About this exercise:
Copy every entry verbatim and skip the pictures.

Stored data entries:
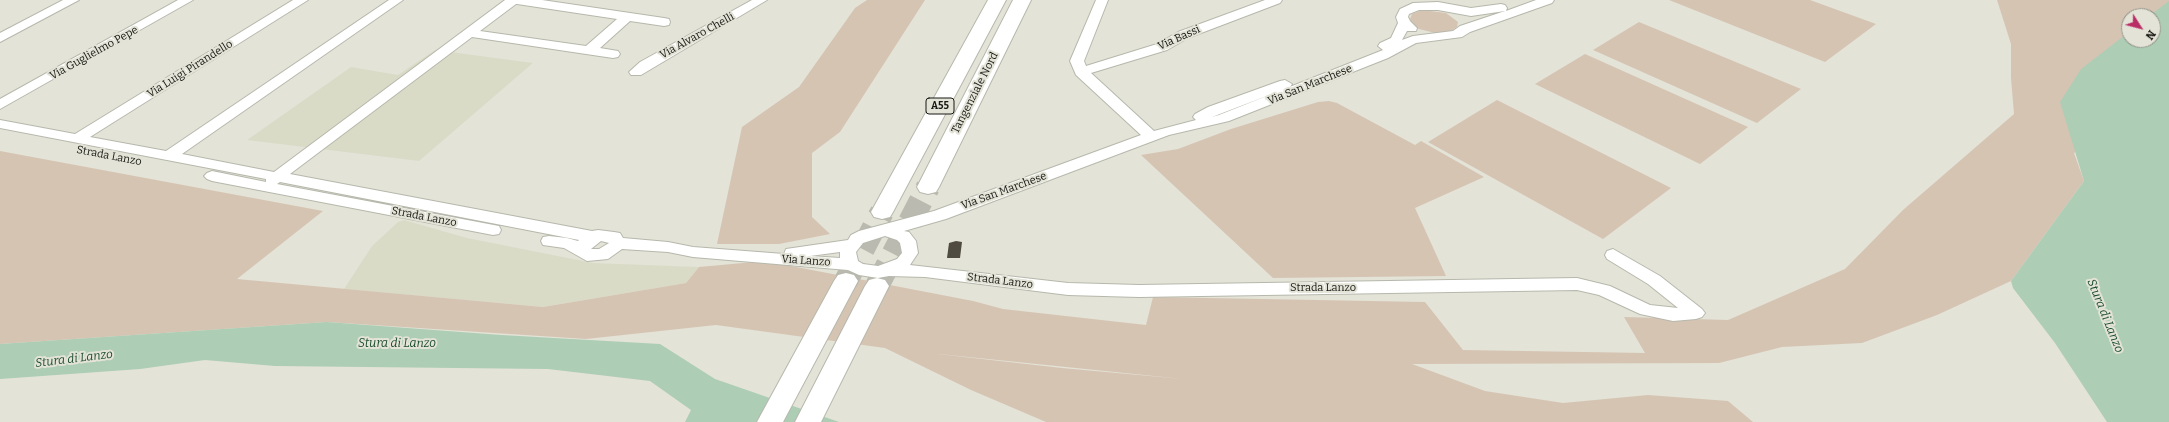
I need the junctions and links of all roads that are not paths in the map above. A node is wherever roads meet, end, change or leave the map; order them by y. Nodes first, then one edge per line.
1 (73, 0) edge
2 (188, 0) edge
3 (302, 0) edge
4 (397, 0) edge
5 (513, 0) edge
6 (517, 0) edge
7 (997, 0) edge
8 (1022, 0) edge
9 (1102, 0) edge
10 (1276, 0) edge
11 (1422, 0) edge
12 (1528, 0) edge
13 (1548, 0) edge
14 (758, 1) edge
15 (1444, 8) junction
16 (1404, 12) edge
17 (628, 16) junction
18 (664, 22) dead end
19 (1465, 29) junction
20 (469, 33) junction
21 (1436, 36) junction
22 (0, 38) edge
23 (590, 50) junction
24 (613, 54) dead end
25 (636, 72) dead end
26 (1081, 72) junction
27 (0, 106) edge
28 (0, 124) edge
29 (1181, 127) junction
30 (0, 134) edge
31 (1152, 136) junction
32 (78, 138) junction
33 (169, 156) junction
34 (271, 181) junction
35 (928, 187) tunnel mouth
36 (882, 212) tunnel mouth
37 (940, 215) junction
38 (885, 231) junction
39 (851, 245) junction
40 (693, 252) joint
41 (909, 253) junction
42 (1613, 256) dead end
43 (760, 257) junction
44 (945, 275) junction
45 (846, 279) junction
46 (879, 284) junction
47 (770, 422) edge
48 (808, 422) edge

1 - 22 street
2 - 27 street, Via Guglielmo Pepe
3 - 32 street, Via Luigi Pirandello
4 - 33 street
5 - 20 street
6 - 17 street
7 - 36 highway, A55
8 - 35 highway, Tangenziale Nord / A55
9 - 26 street
10 - 26 street, Via Bassi
11 - 15 street
12 - 15 street
13 - 19 street, Via San Marchese
14 - 25 street, Via Alvaro Chelli
15 - 16 street
15 - 19 street
16 - 21 street, Via San Marchese
16 - 29 street, Via San Marchese
17 - 18 street
17 - 23 street
19 - 21 street, Via San Marchese
20 - 23 street
20 - 34 street
21 - 29 street, Via San Marchese
23 - 24 street
26 - 31 street
28 - 32 street, Strada Lanzo
29 - 31 street, Via San Marchese
30 - 34 street, Strada Lanzo
31 - 37 street, Via San Marchese
32 - 33 street, Strada Lanzo
33 - 34 street, Strada Lanzo
34 - 40 street, Strada Lanzo
37 - 38 street, Via San Marchese
37 - 41 street, Via San Marchese
38 - 39 street, Via San Marchese
38 - 41 street, Strada Lanzo
39 - 43 street, Via Lanzo
39 - 45 street
40 - 43 street, Via Lanzo
41 - 44 street, Strada Lanzo
41 - 46 street
42 - 44 street, Strada Lanzo
43 - 45 street, Via Lanzo
44 - 46 street, Strada Lanzo
45 - 46 street, Via Lanzo
45 - 47 highway
46 - 48 highway

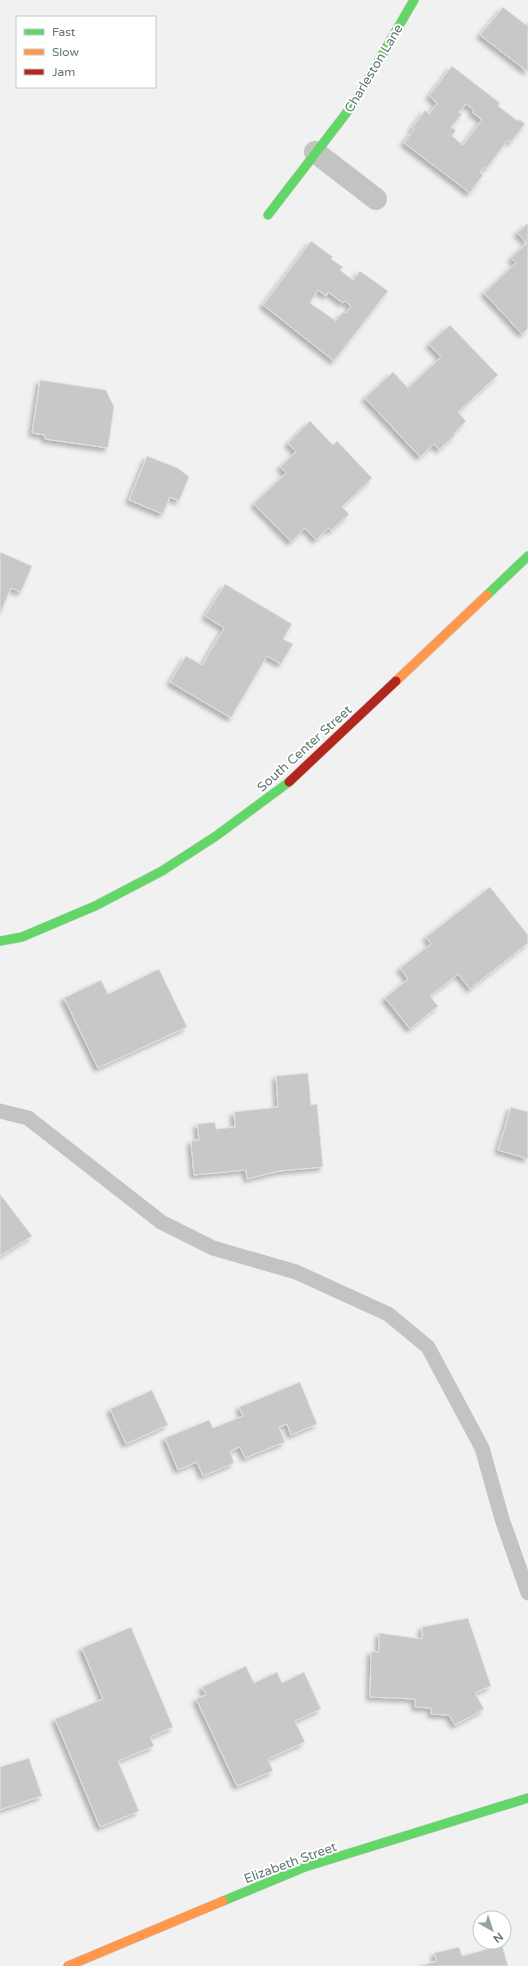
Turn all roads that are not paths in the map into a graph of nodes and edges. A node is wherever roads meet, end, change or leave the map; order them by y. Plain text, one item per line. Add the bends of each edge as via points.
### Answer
1 (414, 0) edge
2 (316, 152) junction
3 (376, 199) dead end
4 (268, 215) dead end
5 (528, 556) edge
6 (0, 940) edge
7 (0, 1111) edge
8 (528, 1593) edge
9 (528, 1798) edge
10 (68, 1966) edge

1 - 2 street, Charleston Lane via 354,103
2 - 3 street
2 - 4 street, Charleston Lane
5 - 6 street, South Center Street via 286,785 216,836 162,871 95,906 22,937
7 - 8 lane via 28,1118 161,1222 213,1248 296,1272 388,1314 428,1347 482,1448 502,1519
9 - 10 street, Elizabeth Street via 305,1867

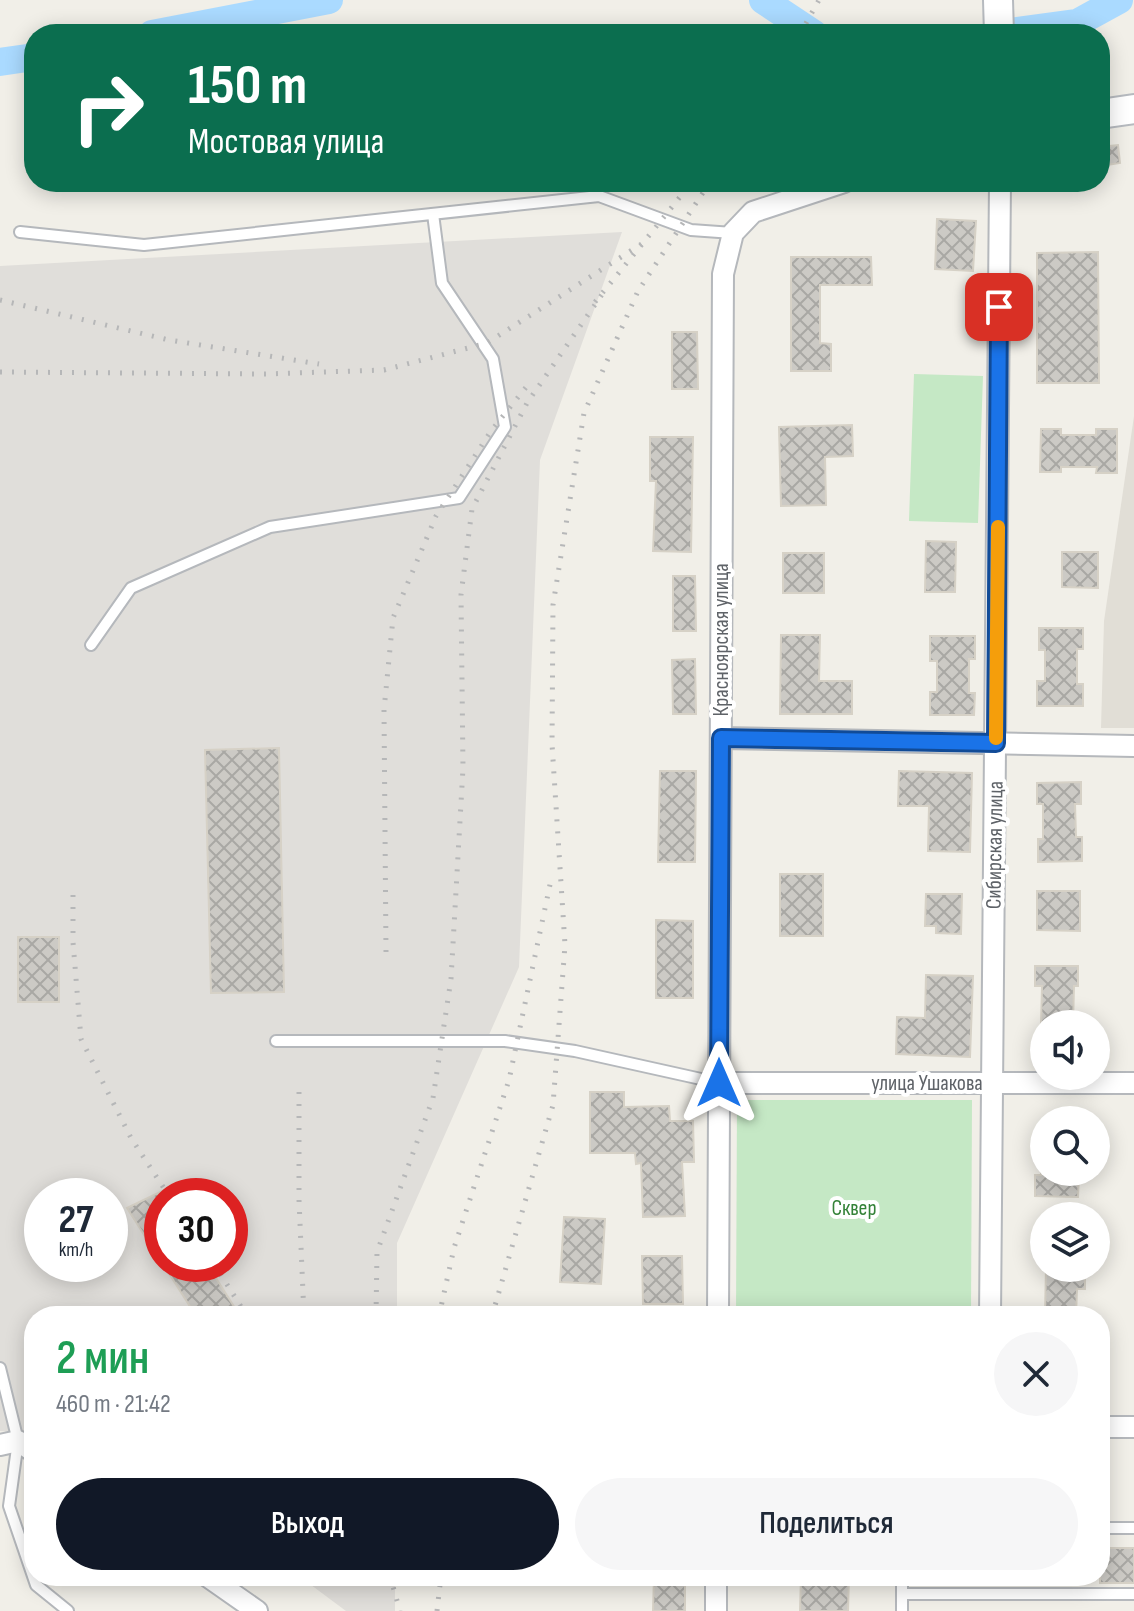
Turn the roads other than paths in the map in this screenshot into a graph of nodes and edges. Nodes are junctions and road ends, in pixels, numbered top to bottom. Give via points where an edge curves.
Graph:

Final answer:
I need the junctions and links of all roads that are not paths in the map above. A node is wherever roads meet, end, change or leave the map; order them by y. Nodes first, then one edge per line.
1 (73, 0) edge
2 (188, 0) edge
3 (302, 0) edge
4 (397, 0) edge
5 (513, 0) edge
6 (517, 0) edge
7 (997, 0) edge
8 (1022, 0) edge
9 (1102, 0) edge
10 (1276, 0) edge
11 (1422, 0) edge
12 (1528, 0) edge
13 (1548, 0) edge
14 (758, 1) edge
15 (1444, 8) junction
16 (1404, 12) edge
17 (628, 16) junction
18 (664, 22) dead end
19 (1465, 29) junction
20 (469, 33) junction
21 (1436, 36) junction
22 (0, 38) edge
23 (590, 50) junction
24 (613, 54) dead end
25 (636, 72) dead end
26 (1081, 72) junction
27 (0, 106) edge
28 (0, 124) edge
29 (1181, 127) junction
30 (0, 134) edge
31 (1152, 136) junction
32 (78, 138) junction
33 (169, 156) junction
34 (271, 181) junction
35 (928, 187) tunnel mouth
36 (882, 212) tunnel mouth
37 (940, 215) junction
38 (885, 231) junction
39 (851, 245) junction
40 (693, 252) joint
41 (909, 253) junction
42 (1613, 256) dead end
43 (760, 257) junction
44 (945, 275) junction
45 (846, 279) junction
46 (879, 284) junction
47 (770, 422) edge
48 (808, 422) edge

1 - 22 street
2 - 27 street, Via Guglielmo Pepe
3 - 32 street, Via Luigi Pirandello
4 - 33 street
5 - 20 street
6 - 17 street
7 - 36 highway, A55
8 - 35 highway, Tangenziale Nord / A55
9 - 26 street
10 - 26 street, Via Bassi
11 - 15 street
12 - 15 street
13 - 19 street, Via San Marchese
14 - 25 street, Via Alvaro Chelli
15 - 16 street
15 - 19 street
16 - 21 street, Via San Marchese
16 - 29 street, Via San Marchese
17 - 18 street
17 - 23 street
19 - 21 street, Via San Marchese
20 - 23 street
20 - 34 street
21 - 29 street, Via San Marchese
23 - 24 street
26 - 31 street
28 - 32 street, Strada Lanzo
29 - 31 street, Via San Marchese
30 - 34 street, Strada Lanzo
31 - 37 street, Via San Marchese
32 - 33 street, Strada Lanzo
33 - 34 street, Strada Lanzo
34 - 40 street, Strada Lanzo
37 - 38 street, Via San Marchese
37 - 41 street, Via San Marchese
38 - 39 street, Via San Marchese
38 - 41 street, Strada Lanzo
39 - 43 street, Via Lanzo
39 - 45 street
40 - 43 street, Via Lanzo
41 - 44 street, Strada Lanzo
41 - 46 street
42 - 44 street, Strada Lanzo
43 - 45 street, Via Lanzo
44 - 46 street, Strada Lanzo
45 - 46 street, Via Lanzo
45 - 47 highway
46 - 48 highway

Turn all roads that are not paths in the map into a graph of nodes and edges. A node is wherever roads meet, end, change or leave the map; order them by y. Plain text, one item per line. Add the bends of each edge as via points.
### Answer
1 (414, 0) edge
2 (316, 152) junction
3 (376, 199) dead end
4 (268, 215) dead end
5 (528, 556) edge
6 (0, 940) edge
7 (0, 1111) edge
8 (528, 1593) edge
9 (528, 1798) edge
10 (68, 1966) edge

1 - 2 street, Charleston Lane via 354,103
2 - 3 street
2 - 4 street, Charleston Lane
5 - 6 street, South Center Street via 286,785 216,836 162,871 95,906 22,937
7 - 8 lane via 28,1118 161,1222 213,1248 296,1272 388,1314 428,1347 482,1448 502,1519
9 - 10 street, Elizabeth Street via 305,1867

Turn the roads other than paths in the map in this screenshot into a graph of nodes and edges. Nodes are junctions and road ends, in pixels, numbered top to bottom. Give via points where an edge curves.
Graph:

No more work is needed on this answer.